| Try it |
For the data below, report only the number of lines containing the string "Persiaran".

[Saved entries]
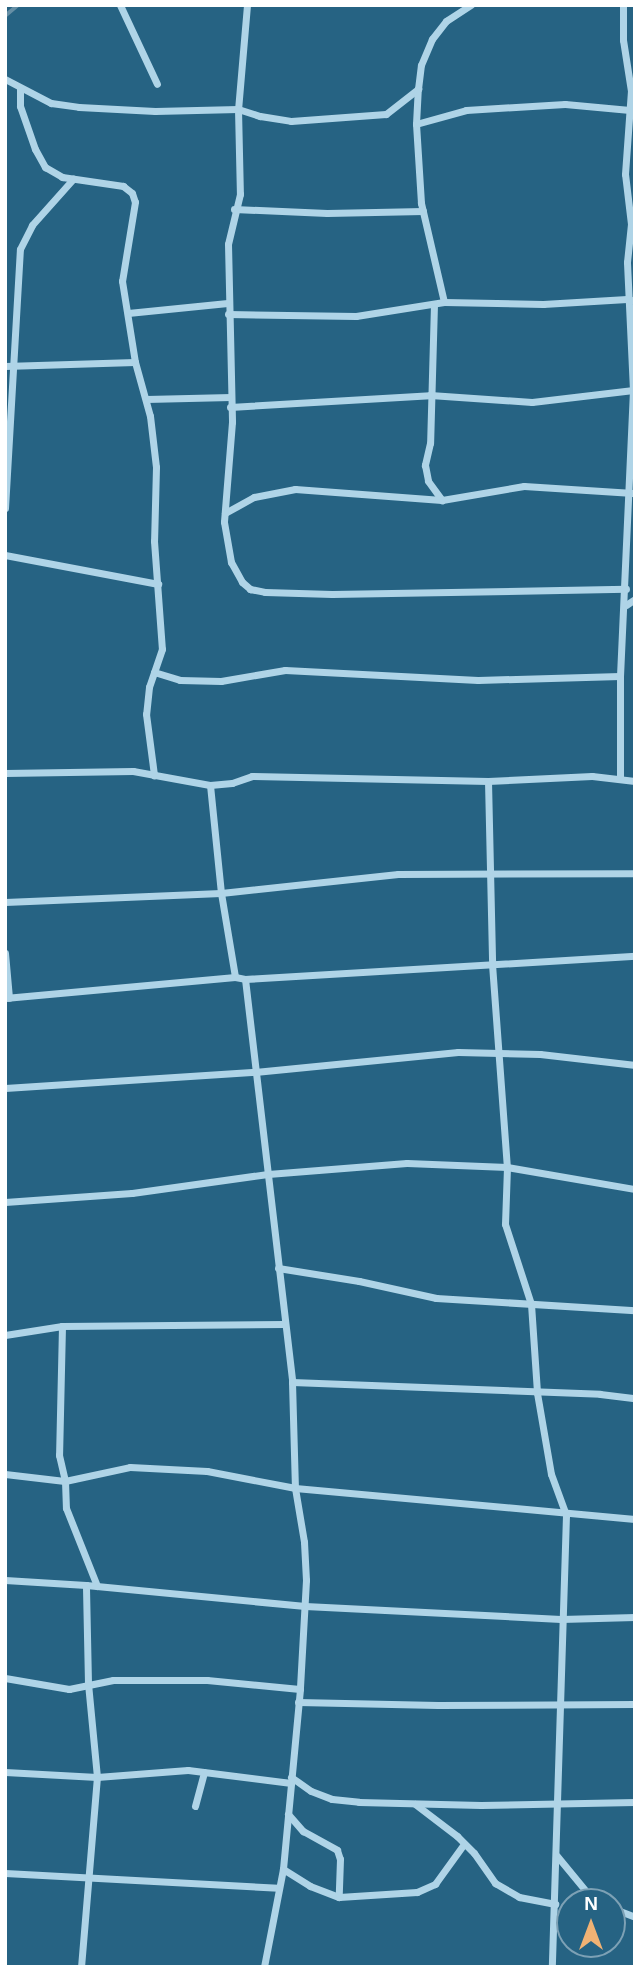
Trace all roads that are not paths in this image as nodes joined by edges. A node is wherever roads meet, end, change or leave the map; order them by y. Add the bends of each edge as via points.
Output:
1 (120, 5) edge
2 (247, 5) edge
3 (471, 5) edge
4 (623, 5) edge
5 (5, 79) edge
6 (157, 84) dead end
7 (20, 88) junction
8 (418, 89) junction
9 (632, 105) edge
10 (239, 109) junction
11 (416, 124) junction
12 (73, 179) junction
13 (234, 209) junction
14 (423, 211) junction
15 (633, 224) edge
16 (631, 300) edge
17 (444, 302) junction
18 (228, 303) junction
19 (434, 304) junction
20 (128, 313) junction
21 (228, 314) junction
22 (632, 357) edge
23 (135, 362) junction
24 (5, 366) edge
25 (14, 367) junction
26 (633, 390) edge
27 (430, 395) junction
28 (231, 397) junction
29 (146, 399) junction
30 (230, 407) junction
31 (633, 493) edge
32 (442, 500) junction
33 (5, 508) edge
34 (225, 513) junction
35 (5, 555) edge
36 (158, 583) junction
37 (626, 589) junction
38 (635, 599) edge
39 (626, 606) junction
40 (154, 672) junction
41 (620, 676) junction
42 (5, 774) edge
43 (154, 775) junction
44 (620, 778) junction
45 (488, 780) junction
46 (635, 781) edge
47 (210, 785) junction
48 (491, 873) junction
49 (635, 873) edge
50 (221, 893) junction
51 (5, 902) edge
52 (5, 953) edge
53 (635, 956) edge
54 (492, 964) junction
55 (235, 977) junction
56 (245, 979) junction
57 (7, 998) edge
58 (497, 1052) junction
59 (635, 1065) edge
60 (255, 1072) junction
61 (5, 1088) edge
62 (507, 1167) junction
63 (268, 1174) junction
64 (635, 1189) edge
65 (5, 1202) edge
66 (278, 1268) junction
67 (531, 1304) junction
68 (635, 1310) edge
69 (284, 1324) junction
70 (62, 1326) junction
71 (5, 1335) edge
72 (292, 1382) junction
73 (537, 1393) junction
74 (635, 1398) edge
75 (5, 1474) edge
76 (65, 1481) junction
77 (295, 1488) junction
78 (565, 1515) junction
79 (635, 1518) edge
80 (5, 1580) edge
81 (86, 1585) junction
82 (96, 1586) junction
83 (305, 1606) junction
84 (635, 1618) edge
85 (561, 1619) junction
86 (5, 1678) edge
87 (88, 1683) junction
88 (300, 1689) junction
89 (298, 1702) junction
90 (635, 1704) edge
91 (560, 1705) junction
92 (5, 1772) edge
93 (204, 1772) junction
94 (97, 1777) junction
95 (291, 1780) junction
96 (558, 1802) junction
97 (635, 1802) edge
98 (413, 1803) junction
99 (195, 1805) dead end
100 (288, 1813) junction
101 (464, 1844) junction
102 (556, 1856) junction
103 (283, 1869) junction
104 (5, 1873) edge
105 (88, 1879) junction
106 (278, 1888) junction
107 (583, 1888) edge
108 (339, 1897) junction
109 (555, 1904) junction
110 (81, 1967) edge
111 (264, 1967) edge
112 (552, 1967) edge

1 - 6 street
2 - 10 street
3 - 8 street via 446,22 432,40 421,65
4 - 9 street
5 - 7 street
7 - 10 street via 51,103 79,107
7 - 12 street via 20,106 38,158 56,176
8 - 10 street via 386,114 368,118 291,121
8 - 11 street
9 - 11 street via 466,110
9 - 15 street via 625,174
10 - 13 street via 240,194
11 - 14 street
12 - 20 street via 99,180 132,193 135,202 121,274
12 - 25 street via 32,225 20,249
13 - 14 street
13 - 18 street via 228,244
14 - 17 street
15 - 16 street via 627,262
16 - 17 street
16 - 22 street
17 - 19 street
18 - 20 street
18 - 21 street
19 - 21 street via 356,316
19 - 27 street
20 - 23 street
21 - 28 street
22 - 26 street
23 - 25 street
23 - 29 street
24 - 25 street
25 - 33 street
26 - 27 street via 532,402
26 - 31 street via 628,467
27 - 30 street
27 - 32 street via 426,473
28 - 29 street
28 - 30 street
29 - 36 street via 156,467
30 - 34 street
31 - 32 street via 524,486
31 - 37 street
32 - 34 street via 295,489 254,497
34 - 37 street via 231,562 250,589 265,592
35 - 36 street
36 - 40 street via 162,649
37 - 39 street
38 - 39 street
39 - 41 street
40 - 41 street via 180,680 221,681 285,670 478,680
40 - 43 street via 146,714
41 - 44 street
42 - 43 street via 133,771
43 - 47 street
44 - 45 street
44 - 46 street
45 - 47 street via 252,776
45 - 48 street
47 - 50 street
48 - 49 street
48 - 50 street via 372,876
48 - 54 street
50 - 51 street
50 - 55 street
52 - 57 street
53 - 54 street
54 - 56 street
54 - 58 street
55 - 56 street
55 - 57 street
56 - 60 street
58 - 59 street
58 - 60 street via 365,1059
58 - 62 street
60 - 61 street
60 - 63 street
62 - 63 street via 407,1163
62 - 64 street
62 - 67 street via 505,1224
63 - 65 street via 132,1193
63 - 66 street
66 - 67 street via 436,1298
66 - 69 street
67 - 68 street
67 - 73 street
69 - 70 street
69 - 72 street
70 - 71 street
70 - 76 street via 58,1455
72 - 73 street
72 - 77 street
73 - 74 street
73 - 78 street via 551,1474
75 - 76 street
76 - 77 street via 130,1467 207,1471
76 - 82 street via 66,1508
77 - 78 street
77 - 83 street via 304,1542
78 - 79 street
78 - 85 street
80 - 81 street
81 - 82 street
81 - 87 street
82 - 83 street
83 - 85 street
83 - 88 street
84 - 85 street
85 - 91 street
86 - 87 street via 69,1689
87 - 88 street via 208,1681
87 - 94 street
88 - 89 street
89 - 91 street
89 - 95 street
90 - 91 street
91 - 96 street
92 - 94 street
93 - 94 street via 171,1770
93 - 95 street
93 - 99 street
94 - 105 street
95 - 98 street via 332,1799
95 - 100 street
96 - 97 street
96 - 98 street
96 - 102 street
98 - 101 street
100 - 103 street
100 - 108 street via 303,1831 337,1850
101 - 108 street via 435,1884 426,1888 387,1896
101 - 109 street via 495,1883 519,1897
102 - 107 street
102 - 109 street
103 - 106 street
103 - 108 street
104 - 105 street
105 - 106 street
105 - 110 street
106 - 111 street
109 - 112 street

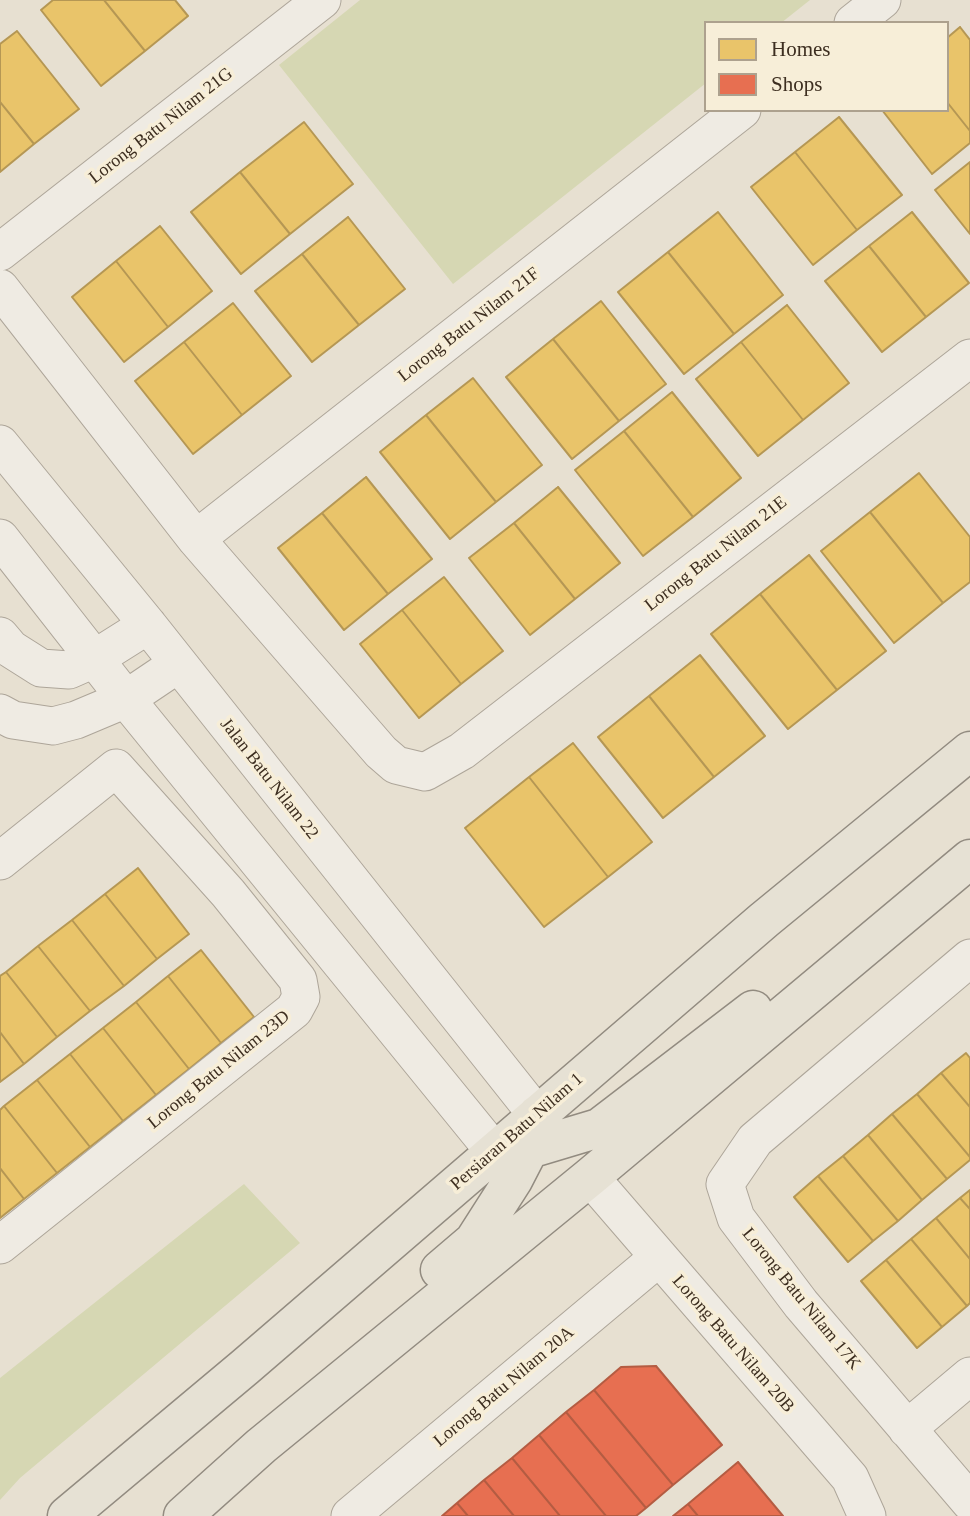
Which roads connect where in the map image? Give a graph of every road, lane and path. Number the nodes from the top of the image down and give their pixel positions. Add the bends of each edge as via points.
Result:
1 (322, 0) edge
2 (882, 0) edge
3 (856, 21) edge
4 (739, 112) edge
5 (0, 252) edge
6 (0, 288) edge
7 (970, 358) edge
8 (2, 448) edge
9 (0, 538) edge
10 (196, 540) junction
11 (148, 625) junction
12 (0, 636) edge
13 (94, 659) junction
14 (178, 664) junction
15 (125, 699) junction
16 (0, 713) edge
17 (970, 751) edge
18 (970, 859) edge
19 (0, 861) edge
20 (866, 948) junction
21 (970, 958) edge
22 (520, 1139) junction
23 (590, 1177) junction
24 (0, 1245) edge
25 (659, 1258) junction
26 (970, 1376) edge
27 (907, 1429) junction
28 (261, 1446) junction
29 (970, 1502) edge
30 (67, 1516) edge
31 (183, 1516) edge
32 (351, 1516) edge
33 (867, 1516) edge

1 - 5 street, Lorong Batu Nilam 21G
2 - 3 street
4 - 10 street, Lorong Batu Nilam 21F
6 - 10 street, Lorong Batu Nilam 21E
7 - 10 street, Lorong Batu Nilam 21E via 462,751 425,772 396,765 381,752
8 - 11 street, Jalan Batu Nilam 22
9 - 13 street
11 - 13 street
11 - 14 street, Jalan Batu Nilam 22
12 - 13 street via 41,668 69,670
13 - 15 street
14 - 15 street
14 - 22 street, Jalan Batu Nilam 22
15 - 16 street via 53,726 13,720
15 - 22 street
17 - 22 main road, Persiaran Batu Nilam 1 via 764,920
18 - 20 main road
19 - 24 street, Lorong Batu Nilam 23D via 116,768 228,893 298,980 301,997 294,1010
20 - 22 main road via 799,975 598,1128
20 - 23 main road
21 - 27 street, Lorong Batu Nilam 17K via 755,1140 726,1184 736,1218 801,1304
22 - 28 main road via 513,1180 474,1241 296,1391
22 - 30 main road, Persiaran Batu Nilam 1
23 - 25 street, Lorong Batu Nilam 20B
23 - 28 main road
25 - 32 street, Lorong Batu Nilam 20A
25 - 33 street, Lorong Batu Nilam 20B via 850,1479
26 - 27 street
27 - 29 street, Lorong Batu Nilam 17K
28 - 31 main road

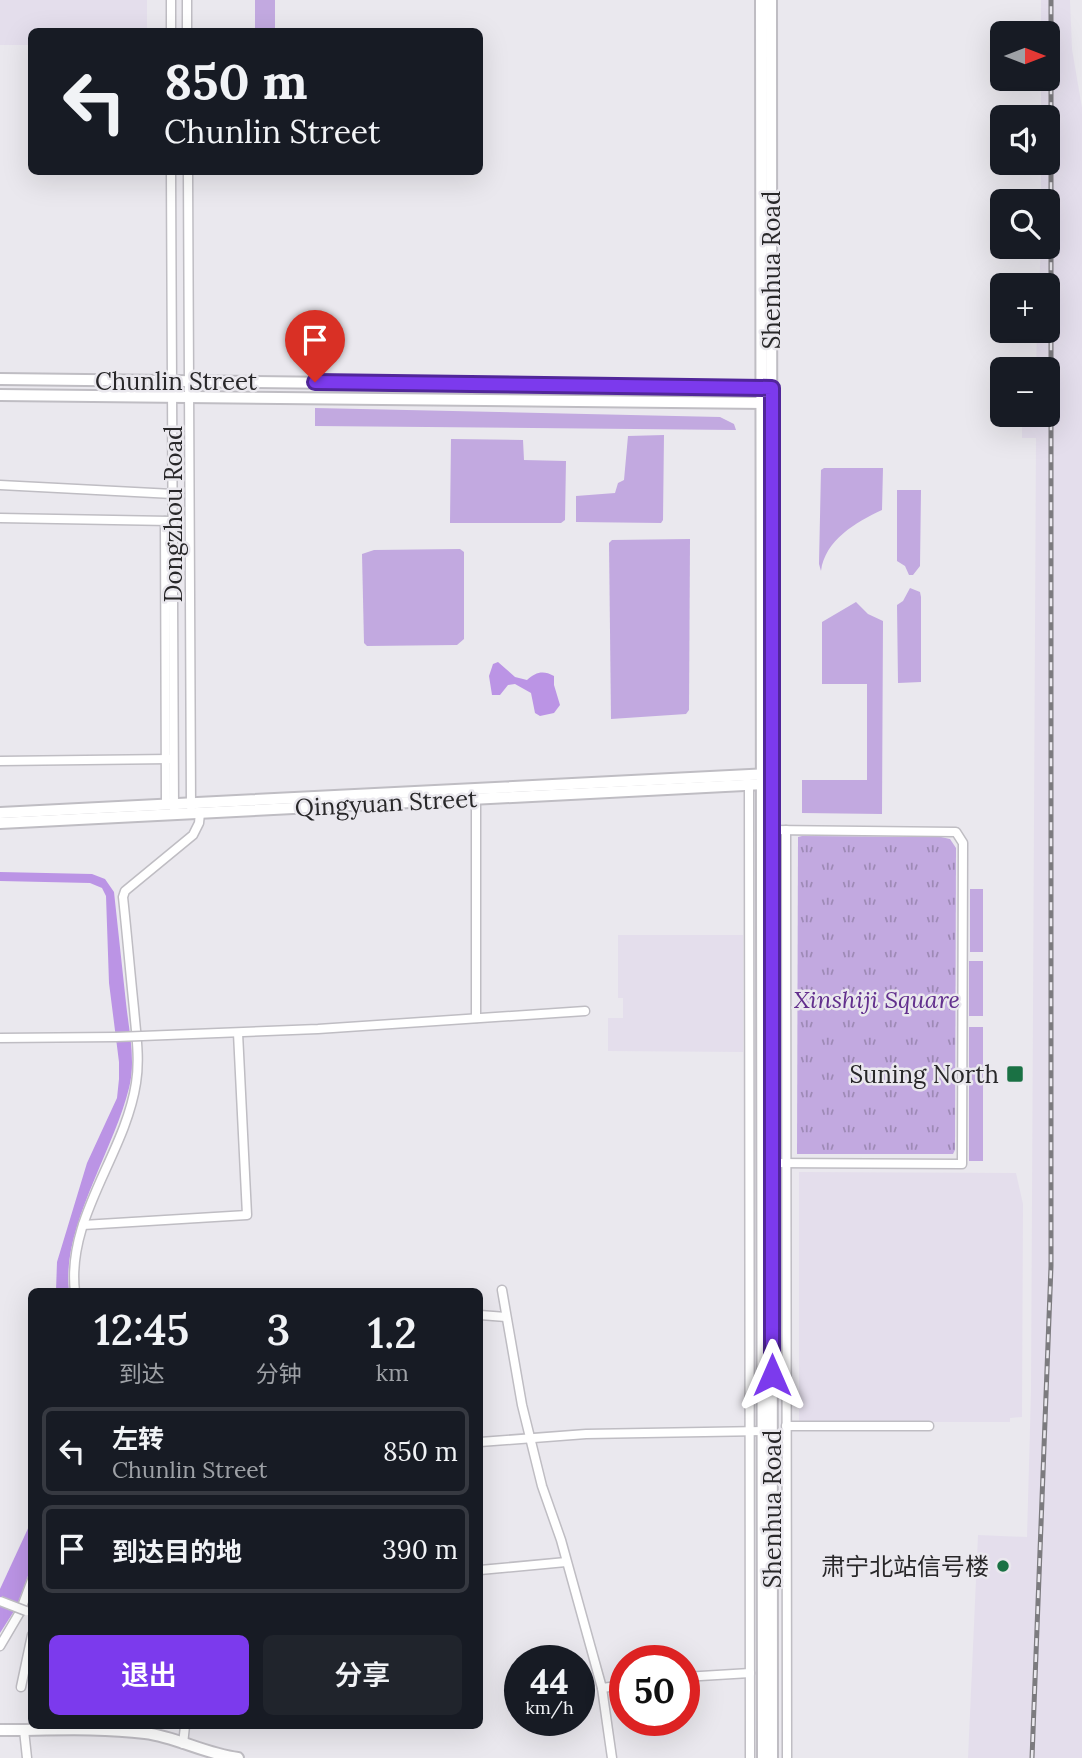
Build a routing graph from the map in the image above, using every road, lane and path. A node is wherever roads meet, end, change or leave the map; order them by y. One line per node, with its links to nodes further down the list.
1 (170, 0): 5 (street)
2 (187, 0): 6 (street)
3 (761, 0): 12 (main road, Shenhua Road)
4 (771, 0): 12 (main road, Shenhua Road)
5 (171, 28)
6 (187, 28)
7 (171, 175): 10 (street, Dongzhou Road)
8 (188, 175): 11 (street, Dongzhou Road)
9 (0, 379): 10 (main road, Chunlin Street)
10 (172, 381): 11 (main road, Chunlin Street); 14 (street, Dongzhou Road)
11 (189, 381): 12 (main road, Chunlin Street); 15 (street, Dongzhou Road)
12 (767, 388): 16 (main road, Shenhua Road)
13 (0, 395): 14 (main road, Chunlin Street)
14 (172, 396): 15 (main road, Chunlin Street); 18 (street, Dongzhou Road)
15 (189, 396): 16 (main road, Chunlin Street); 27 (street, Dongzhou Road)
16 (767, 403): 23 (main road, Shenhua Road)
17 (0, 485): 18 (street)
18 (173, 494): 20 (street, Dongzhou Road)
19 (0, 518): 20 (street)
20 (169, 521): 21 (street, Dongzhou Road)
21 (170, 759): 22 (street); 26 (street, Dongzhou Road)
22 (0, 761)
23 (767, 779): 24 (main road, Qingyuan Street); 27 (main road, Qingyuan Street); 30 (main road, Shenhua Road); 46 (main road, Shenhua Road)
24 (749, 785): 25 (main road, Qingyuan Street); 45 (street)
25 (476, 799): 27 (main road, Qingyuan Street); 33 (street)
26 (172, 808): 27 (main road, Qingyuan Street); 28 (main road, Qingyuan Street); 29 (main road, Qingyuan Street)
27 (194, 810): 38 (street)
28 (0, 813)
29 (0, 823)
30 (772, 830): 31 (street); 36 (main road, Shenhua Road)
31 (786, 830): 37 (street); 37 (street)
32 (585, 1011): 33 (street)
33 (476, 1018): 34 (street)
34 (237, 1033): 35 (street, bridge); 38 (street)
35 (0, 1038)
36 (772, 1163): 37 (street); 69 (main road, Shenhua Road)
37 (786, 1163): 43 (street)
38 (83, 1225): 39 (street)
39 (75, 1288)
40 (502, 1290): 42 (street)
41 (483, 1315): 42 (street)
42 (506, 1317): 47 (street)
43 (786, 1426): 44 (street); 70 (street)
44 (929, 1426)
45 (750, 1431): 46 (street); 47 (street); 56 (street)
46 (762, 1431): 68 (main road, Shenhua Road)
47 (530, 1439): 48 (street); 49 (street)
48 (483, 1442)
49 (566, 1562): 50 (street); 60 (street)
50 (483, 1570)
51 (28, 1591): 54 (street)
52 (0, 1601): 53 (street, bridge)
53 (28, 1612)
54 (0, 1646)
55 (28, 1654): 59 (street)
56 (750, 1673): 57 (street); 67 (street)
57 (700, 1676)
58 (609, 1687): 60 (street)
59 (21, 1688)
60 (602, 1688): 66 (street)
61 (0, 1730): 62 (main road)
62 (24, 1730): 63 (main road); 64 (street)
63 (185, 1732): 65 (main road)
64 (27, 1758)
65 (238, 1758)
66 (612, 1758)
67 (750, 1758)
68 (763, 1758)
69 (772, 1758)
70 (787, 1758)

| Exercise result |
2